→ **AIM OF THE EXERCISE**: Word for word, set down the entries below.

(Saved data entries)
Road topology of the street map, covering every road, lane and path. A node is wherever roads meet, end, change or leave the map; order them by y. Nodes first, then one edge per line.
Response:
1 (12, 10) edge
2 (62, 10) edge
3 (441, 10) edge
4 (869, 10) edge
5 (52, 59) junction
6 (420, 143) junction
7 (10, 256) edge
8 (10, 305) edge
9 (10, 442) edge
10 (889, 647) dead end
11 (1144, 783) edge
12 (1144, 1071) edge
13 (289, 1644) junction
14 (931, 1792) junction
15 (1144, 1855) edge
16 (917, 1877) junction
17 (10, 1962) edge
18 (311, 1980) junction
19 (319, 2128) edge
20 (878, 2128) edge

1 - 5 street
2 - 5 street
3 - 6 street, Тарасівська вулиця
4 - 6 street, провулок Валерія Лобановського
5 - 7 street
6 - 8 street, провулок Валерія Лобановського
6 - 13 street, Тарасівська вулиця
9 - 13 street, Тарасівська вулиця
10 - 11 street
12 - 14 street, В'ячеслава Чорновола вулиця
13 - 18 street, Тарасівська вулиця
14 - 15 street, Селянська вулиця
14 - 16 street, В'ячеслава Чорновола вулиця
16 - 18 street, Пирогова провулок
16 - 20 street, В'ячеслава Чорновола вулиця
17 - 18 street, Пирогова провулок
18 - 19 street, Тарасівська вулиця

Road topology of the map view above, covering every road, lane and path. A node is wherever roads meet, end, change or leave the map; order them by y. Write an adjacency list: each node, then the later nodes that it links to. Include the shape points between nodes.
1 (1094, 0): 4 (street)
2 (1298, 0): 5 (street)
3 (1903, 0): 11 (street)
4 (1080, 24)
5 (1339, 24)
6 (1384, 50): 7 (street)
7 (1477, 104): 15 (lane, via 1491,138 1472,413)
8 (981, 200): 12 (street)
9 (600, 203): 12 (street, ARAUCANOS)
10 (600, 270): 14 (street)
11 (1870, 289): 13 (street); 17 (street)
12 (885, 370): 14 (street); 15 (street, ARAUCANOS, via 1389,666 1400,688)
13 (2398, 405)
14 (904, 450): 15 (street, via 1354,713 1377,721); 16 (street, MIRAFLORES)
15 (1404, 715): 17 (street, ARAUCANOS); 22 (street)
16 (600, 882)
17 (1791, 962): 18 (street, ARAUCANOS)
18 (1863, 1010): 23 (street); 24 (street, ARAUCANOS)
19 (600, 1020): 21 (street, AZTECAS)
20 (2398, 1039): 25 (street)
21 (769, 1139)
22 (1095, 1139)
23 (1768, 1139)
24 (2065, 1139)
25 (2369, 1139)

→ **TASK RESPONSE**:
Road topology of the street map, covering every road, lane and path. A node is wherever roads meet, end, change or leave the map; order them by y. Nodes first, then one edge per line.
Response:
1 (12, 10) edge
2 (62, 10) edge
3 (441, 10) edge
4 (869, 10) edge
5 (52, 59) junction
6 (420, 143) junction
7 (10, 256) edge
8 (10, 305) edge
9 (10, 442) edge
10 (889, 647) dead end
11 (1144, 783) edge
12 (1144, 1071) edge
13 (289, 1644) junction
14 (931, 1792) junction
15 (1144, 1855) edge
16 (917, 1877) junction
17 (10, 1962) edge
18 (311, 1980) junction
19 (319, 2128) edge
20 (878, 2128) edge

1 - 5 street
2 - 5 street
3 - 6 street, Тарасівська вулиця
4 - 6 street, провулок Валерія Лобановського
5 - 7 street
6 - 8 street, провулок Валерія Лобановського
6 - 13 street, Тарасівська вулиця
9 - 13 street, Тарасівська вулиця
10 - 11 street
12 - 14 street, В'ячеслава Чорновола вулиця
13 - 18 street, Тарасівська вулиця
14 - 15 street, Селянська вулиця
14 - 16 street, В'ячеслава Чорновола вулиця
16 - 18 street, Пирогова провулок
16 - 20 street, В'ячеслава Чорновола вулиця
17 - 18 street, Пирогова провулок
18 - 19 street, Тарасівська вулиця

Road topology of the map view above, covering every road, lane and path. A node is wherever roads meet, end, change or leave the map; order them by y. Write an adjacency list: each node, then the later nodes that it links to. Include the shape points between nodes.
1 (1094, 0): 4 (street)
2 (1298, 0): 5 (street)
3 (1903, 0): 11 (street)
4 (1080, 24)
5 (1339, 24)
6 (1384, 50): 7 (street)
7 (1477, 104): 15 (lane, via 1491,138 1472,413)
8 (981, 200): 12 (street)
9 (600, 203): 12 (street, ARAUCANOS)
10 (600, 270): 14 (street)
11 (1870, 289): 13 (street); 17 (street)
12 (885, 370): 14 (street); 15 (street, ARAUCANOS, via 1389,666 1400,688)
13 (2398, 405)
14 (904, 450): 15 (street, via 1354,713 1377,721); 16 (street, MIRAFLORES)
15 (1404, 715): 17 (street, ARAUCANOS); 22 (street)
16 (600, 882)
17 (1791, 962): 18 (street, ARAUCANOS)
18 (1863, 1010): 23 (street); 24 (street, ARAUCANOS)
19 (600, 1020): 21 (street, AZTECAS)
20 (2398, 1039): 25 (street)
21 (769, 1139)
22 (1095, 1139)
23 (1768, 1139)
24 (2065, 1139)
25 (2369, 1139)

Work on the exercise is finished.